J'ai débuté en notant des adresses pour des amis basques en visite, afin de leur faire découvrir chaque soir des endroits différents, insolites, attachants. À Paris, les lieux où boire et manger dans une déco sympa sont légion, mais nous cherchions davantage: une atmosphère, un lieu avec une âme, l'ambiance d’un concert, d’une musique vivante, l'univers d'un artiste, ses rythmes et ses mots, sa poésie. Le premier Lylo imprimé que j’ai déniché sur un zinc m’a donné le fil pour dérouler la pelote vers d’autres adresses. Ensuite, les newsletters que les artistes rencontrés envoient pour annoncer leurs dates ont complété mon répertoire. J’ai souvent apprécié la qualité des concerts, la proximité des musiciens et des textes – d’où l’envie de partager, de faire connaître quelque chose d’unique.

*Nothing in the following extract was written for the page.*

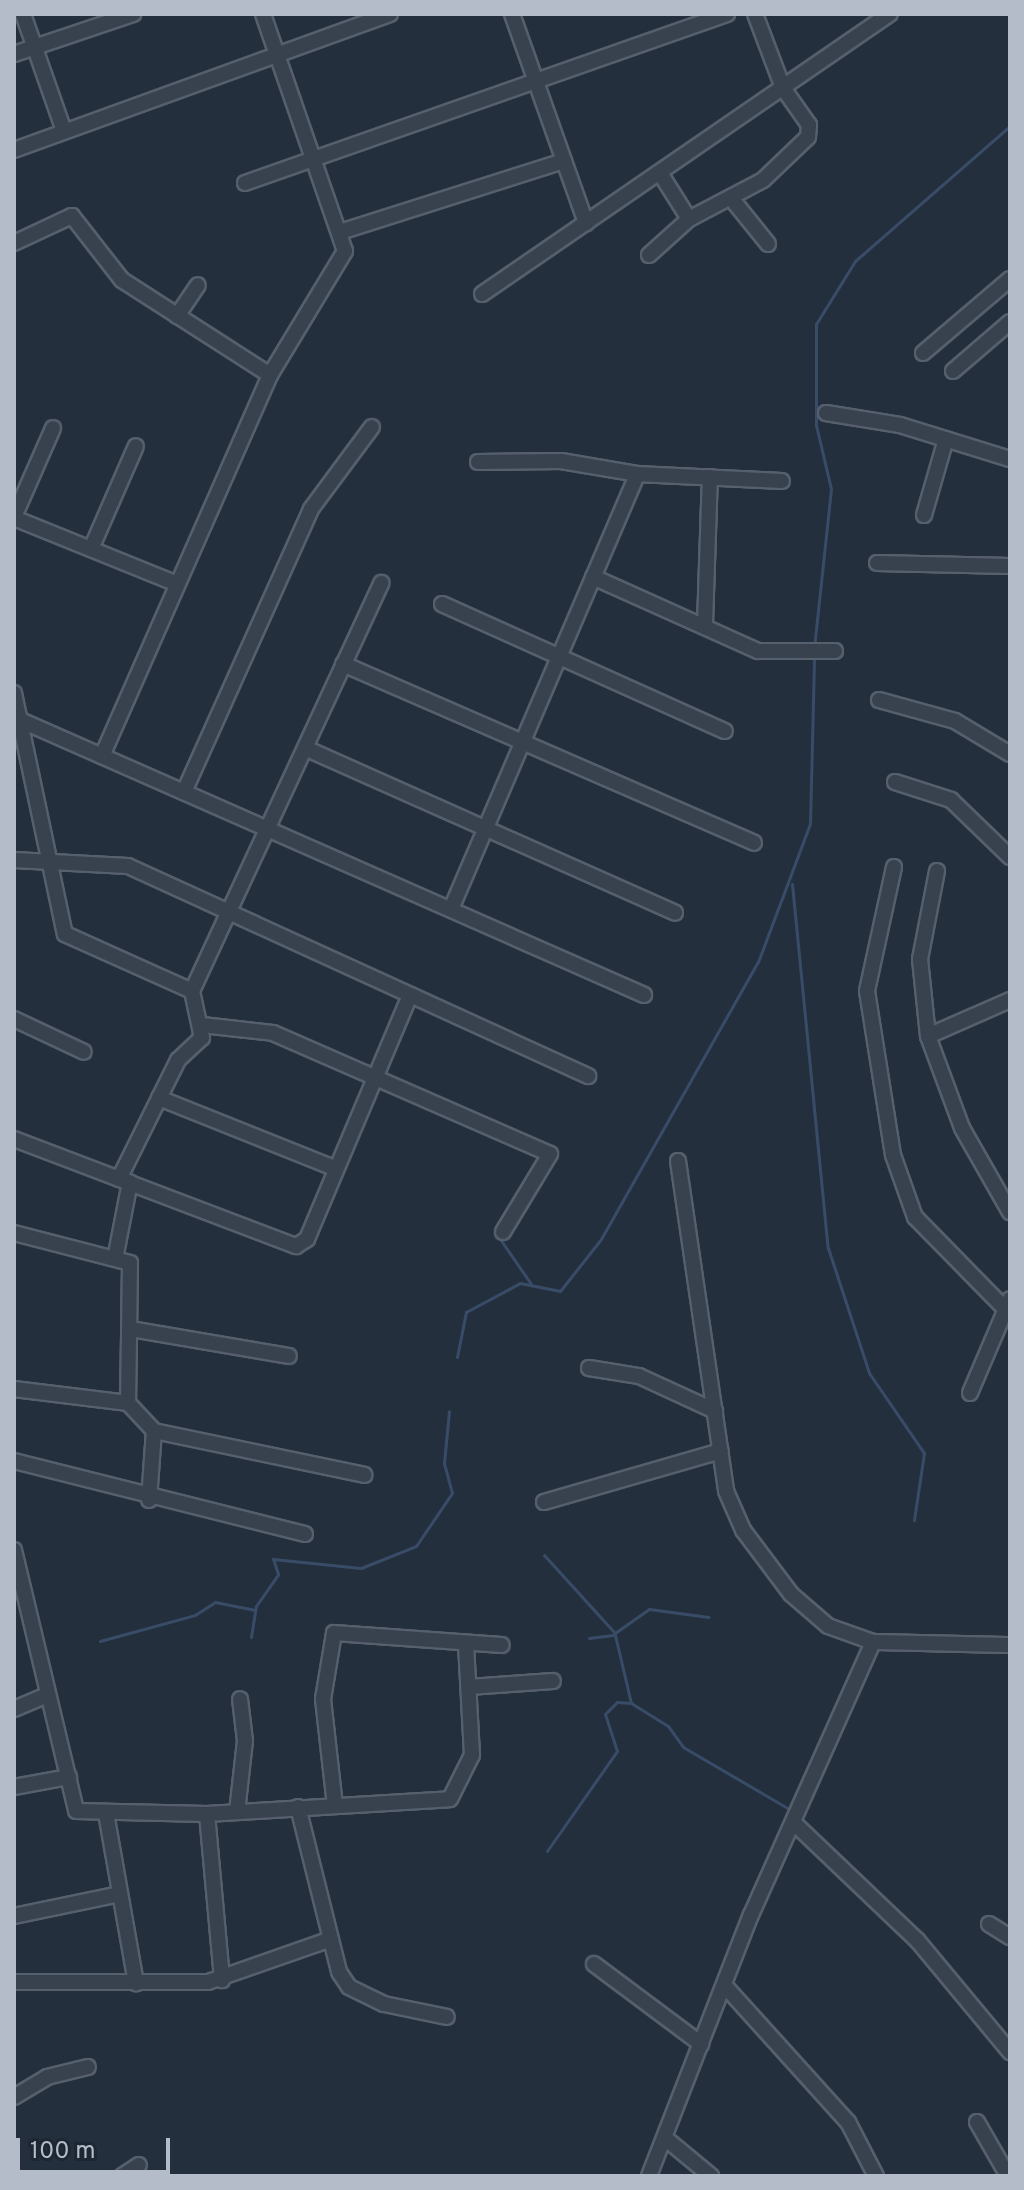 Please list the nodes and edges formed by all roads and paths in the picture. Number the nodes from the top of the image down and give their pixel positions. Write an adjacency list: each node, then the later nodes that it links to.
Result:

- Quels sont les liens entre les bars, la musique et Paris ? Ces liens font partie d'une certaine culture parisienne ? Est-ce qu'il y a un certain savoir-faire propre à Paris dans cette relation ?
Une seule commune, Paris concentre le tiers des Licences IV de France et plus de la moitié de l'activité des cafés et bistrots. À Paris, ces lieux de rencontre et de convivialité ne sont pas en péril comme en région où ils ferment un à un. Le bistrot est la pièce qui manque aux appartements de notre capitale pour recevoir ses amis; les voyageurs, touristes d'ici ou d'ailleurs, les apprécient quotidiennement. Paris est une ville de musiciens venus du monde entier, un croisement d’itinéraires. Bistrots, cafés et restaurants accueillent donc public et artistes pour des concerts à échelle humaine, presque toujours gratuits et rémunérés au chapeau. On peut même discuter avec les artistes au coin du comptoir. Le bar est le chaînon manquant entre l'école et les grandes salles, l'auteur y teste ses chansons, l'interprète sa prestation. C’est un vrai tremplin. Tous apprennent le rapport au public en conditions réelles, non virtuelles. C’est mieux que s'ils participaient à une émission télévisée.

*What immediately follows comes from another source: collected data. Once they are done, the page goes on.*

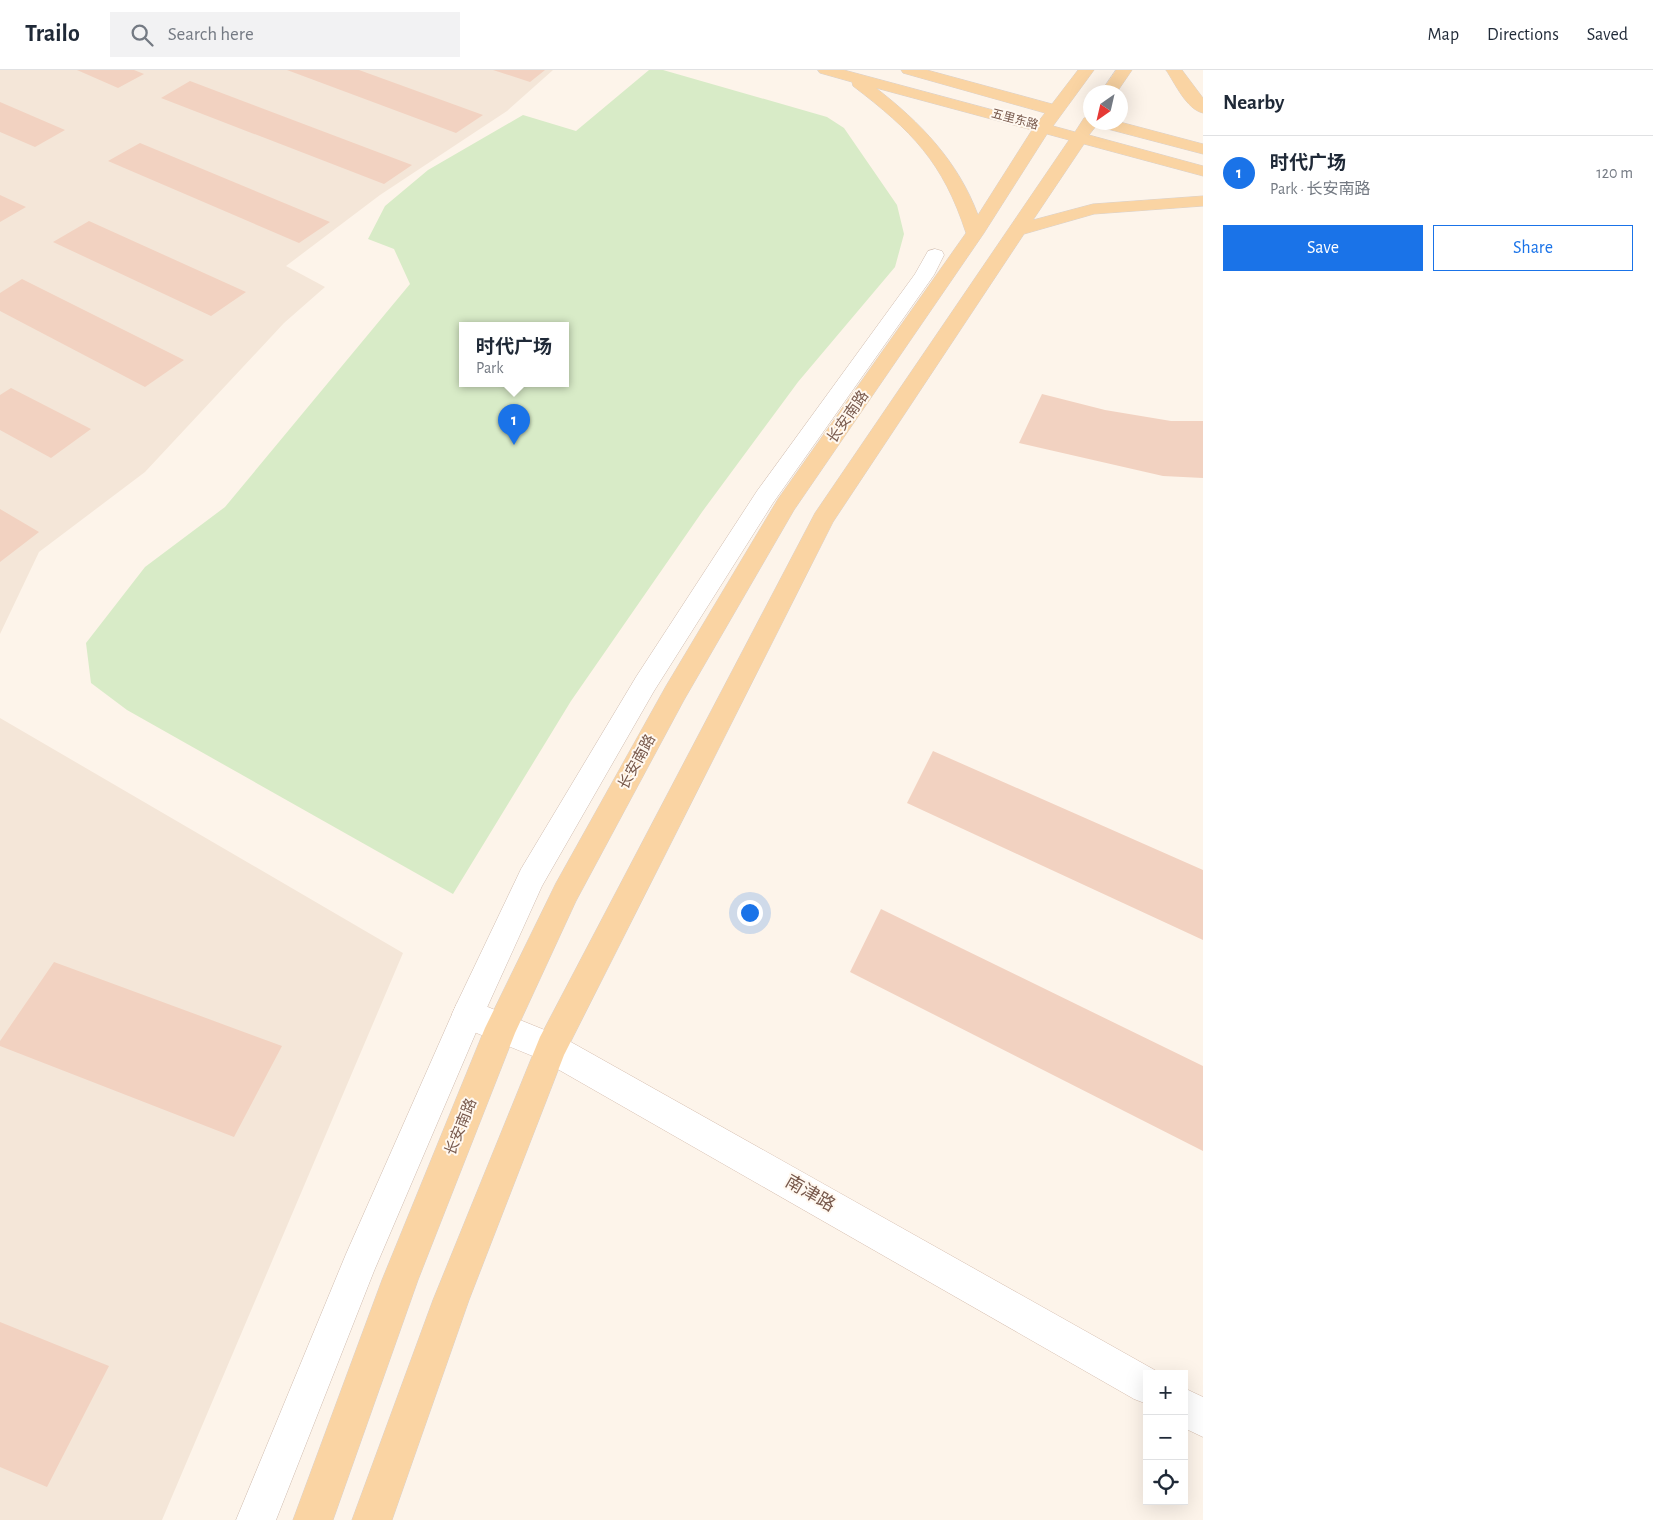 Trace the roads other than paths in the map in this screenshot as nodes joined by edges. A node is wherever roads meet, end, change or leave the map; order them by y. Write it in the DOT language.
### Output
graph roads {
  1 [pos="826,70"];
  2 [pos="908,70"];
  3 [pos="1086,70"];
  4 [pos="1124,70"];
  5 [pos="1174,70"];
  6 [pos="850,76"];
  7 [pos="1114,85"];
  8 [pos="1203,108"];
  9 [pos="1050,119"];
  10 [pos="1083,124"];
  11 [pos="1087,130"];
  12 [pos="1102,130"];
  13 [pos="1114,130"];
  14 [pos="1203,149"];
  15 [pos="1203,171"];
  16 [pos="1203,201"];
  17 [pos="1017,230"];
  18 [pos="975,233"];
  19 [pos="934,255"];
  20 [pos="468,1014"];
  21 [pos="501,1028"];
  22 [pos="552,1048"];
  23 [pos="1143,1384"];
  24 [pos="1188,1409"];
  25 [pos="1203,1418"];
  26 [pos="256,1520"];
  27 [pos="313,1520"];
  28 [pos="372,1520"];
  1 -- 6 [label="main road, 五里东路"];
  2 -- 9 [label="main road, 五里东路"];
  3 -- 9 [label="main road, 长安南路"];
  4 -- 7 [label="main road"];
  5 -- 8 [label="main road"];
  6 -- 9 [label="main road, 五里东路"];
  6 -- 18 [label="main road"];
  9 -- 10 [label="main road, 五里东路"];
  9 -- 18 [label="main road, 长安南路"];
  11 -- 17 [label="main road"];
  12 -- 15 [label="main road, 五里东路"];
  13 -- 14 [label="main road, 五里东路"];
  16 -- 17 [label="main road"];
  17 -- 22 [label="main road"];
  18 -- 21 [label="main road, 长安南路"];
  19 -- 20 [label="street"];
  20 -- 21 [label="street, 南津路"];
  20 -- 26 [label="street"];
  21 -- 22 [label="street, 南津路"];
  21 -- 27 [label="main road, 长安南路"];
  22 -- 23 [label="street, 南津路"];
  22 -- 28 [label="main road"];
  24 -- 25 [label="street"];
}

- Comme disait l'écrivain Hemingway à la fin des années 50, "Paris est une fête...", est-ce toujours le cas aujourd'hui ?
Chaque nouvelle édition du Guide Paris 200 bars-concerts requiert une mise à jour complète. Je joins ou visite chaque adresse, j’écoute les confidences, les doléances. Tenir un bistrot n’est pas simple, y accueillir des concerts est à la fois un atout pour le lieu et une complexité supplémentaire. Imaginez-vous organiser une fête chez vous, chaque soir... Depuis l’édition 2016, j’ai enlevé une cinquantaine d’adresses disparues pour non-renouvellement du bail, augmentation du loyer, dépôt de bilan (c’est une entreprise), soucis avec les voisins (ce n’est pas la cause principale). Les bars-concerts sont des microcosmes fragiles, un bar qui ferme est un groupe humain qui se disperse. Notre cher Limonaire fut emblématique de ces petits lieux réunissant un public spécialisé, amoureux d’un genre – en l’occurrence, la chanson francophone. Dans la dernière édition de mon guide, j’ai rajouté 92 lieux nouveaux ou qui s’ouvrent à la musique. Bien sûr, leur public est plus généraliste ; il faut du temps pour qu’une qualité d’écoute se développe.

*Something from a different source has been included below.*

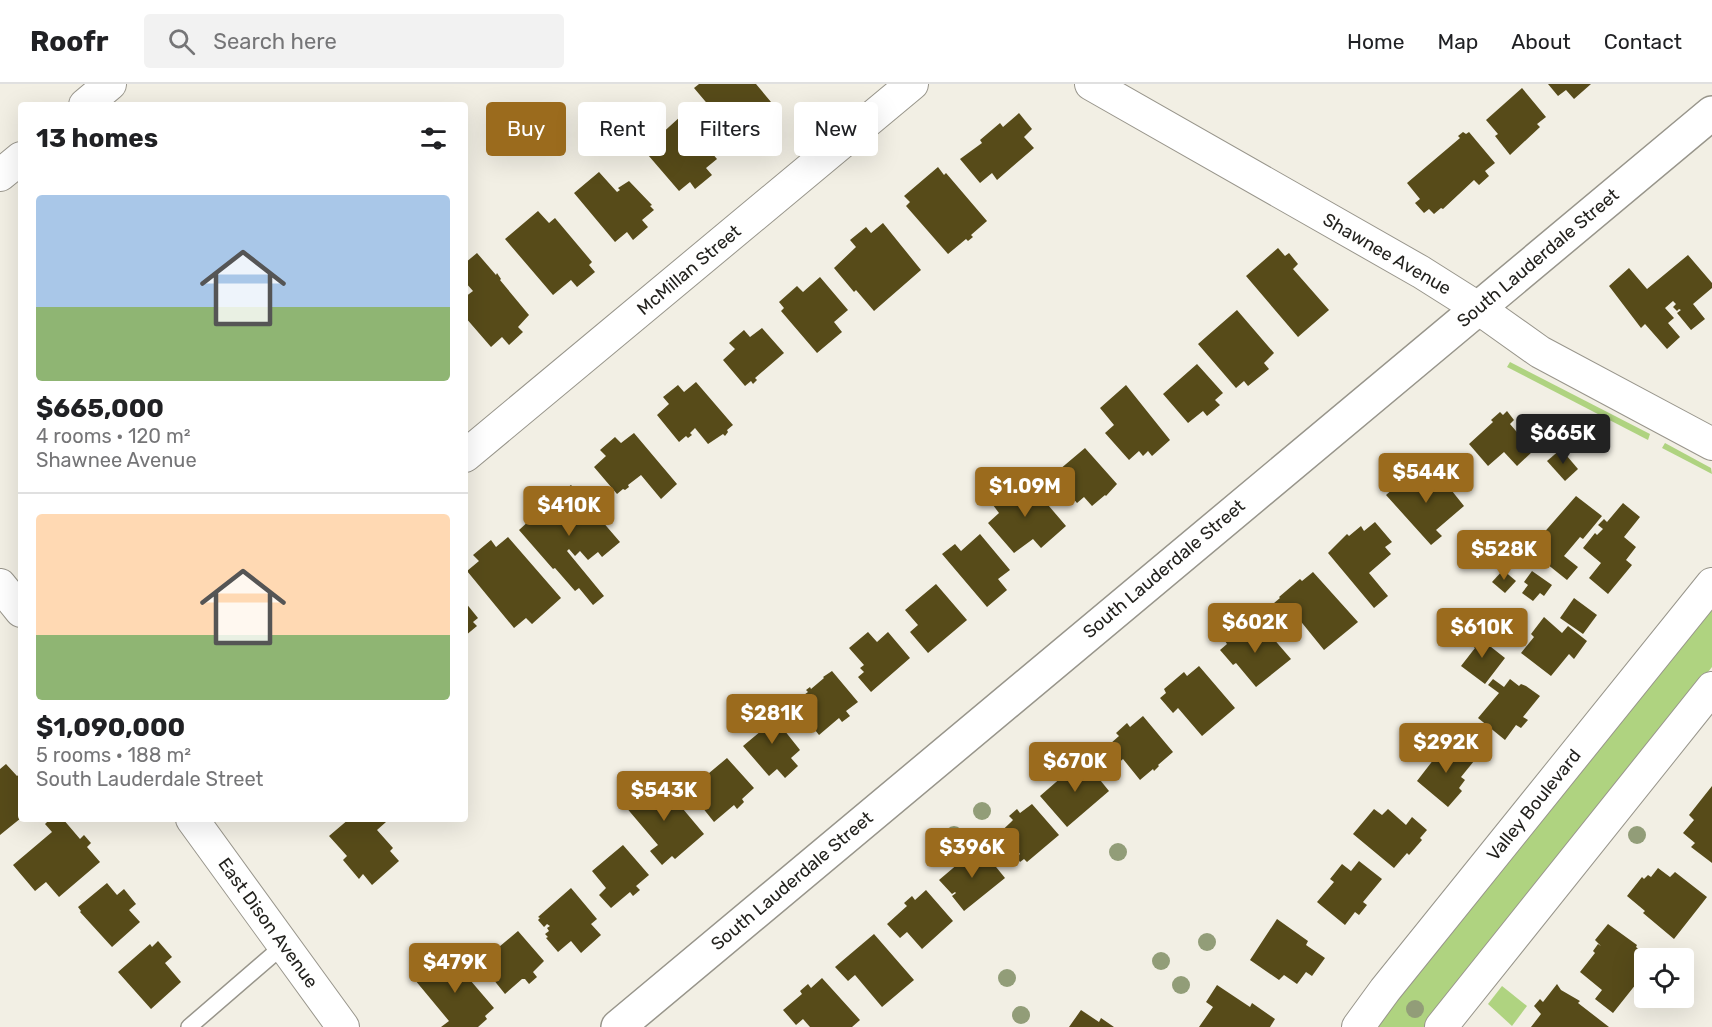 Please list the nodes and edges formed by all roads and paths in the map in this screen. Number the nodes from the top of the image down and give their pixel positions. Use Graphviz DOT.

- Que souhaitez- vous transmettre à travers votre guide ?
Ce livre de poche invite à sortir de ses habitudes, à explorer des bars que l'on ne connaît pas encore, près de chez soi ou un peu plus loin (ils sont classés par arrondissement). Il incite à découvrir des artistes, leur univers sonore et poétique. L'évènement organisé ce soir est une excellente raison pour leur rendre visite. En visionnant les séquences du juke-box de Lylo, vous saisirez leur approche musicale et pourrez y donner rendez-vous à vos amis.

- Est-ce que votre travail autour de cette cartographie est en lien avec cette idée d'inscrire les bistrots et terrasse de Paris au Patrimoine Culturel Immatériel de l'UNESCO ?
J'ai commencé à écouter des artistes dans les bars vers 1990, à l'Attirail, au Limonaire (rue de Charenton, au début). Mon premier guide Paris 150 Bars Concerts paraît en 2011. L’idée d'inscrire les bistrots de Paris à l'Unesco est plus récente et tout à fait pertinente car c'est bel et bien un patrimoine. Culturel, car il s’agit de musique, de textes, d’artistes d’ici et d’ailleurs, d’un art de vivre, immatériel comme l’âme de ces lieux que l’on aime. On sous-estime toujours ce rôle culturel des cafés, leur importance dans la société. Le café est « un lieu qui rend possible » une expo, un concert. En effet, il est plus facile d’exposer ses aquarelles ou de chanter au troquet du coin qu’au Zénith local. J’ai le plaisir de participer au Comité scientifique de cette Association pour ce classement à l’Unesco. Voir le site >www.bistrotsetterrassesdeparis.org

- Vos coups de cœurs (lieux) à Paris ?
Impossible de répondre, ils sont trop nombreux! Chacun de ces 288 lieux cités dans mon guide possède sa personnalité liée à celles et ceux qui les tiennent, aux habitués, son rythme, une ambiance particulière. C'est justement cette diversité qui fait la richesse de l'offre parisienne. Aux antipodes de la multinationale qui vend du café avec une carte identique et des employés uniformément vêtus, ces bars de caractère se révèlent encore plus singuliers à l'heure du concert : la personnalité de l'artiste occupe, provisoirement, l'espace sonore et visuel. C’est un moment d'émotion musicale, un événement ponctuel ou répété chaque semaine s'il s'agit d'une jam ou d'un rendez-vous régulier. Le public parisien est parfois peu attentif car il vient se détendre après le travail, bavarder, rencontrer d'autres personnes, mais c’est un public bienveillant et curieux, qui aime se laisser séduire par une voix, une histoire, une ambiance musicale, qui adore s’enthousiasmer. Les bars-concerts sont des creusets de talents et de rencontres. Dans un monde rempli d’écrans, ce sont des lieux singulièrement humains et où la relation est directe. J’y ai vécu mes plus belles soirées.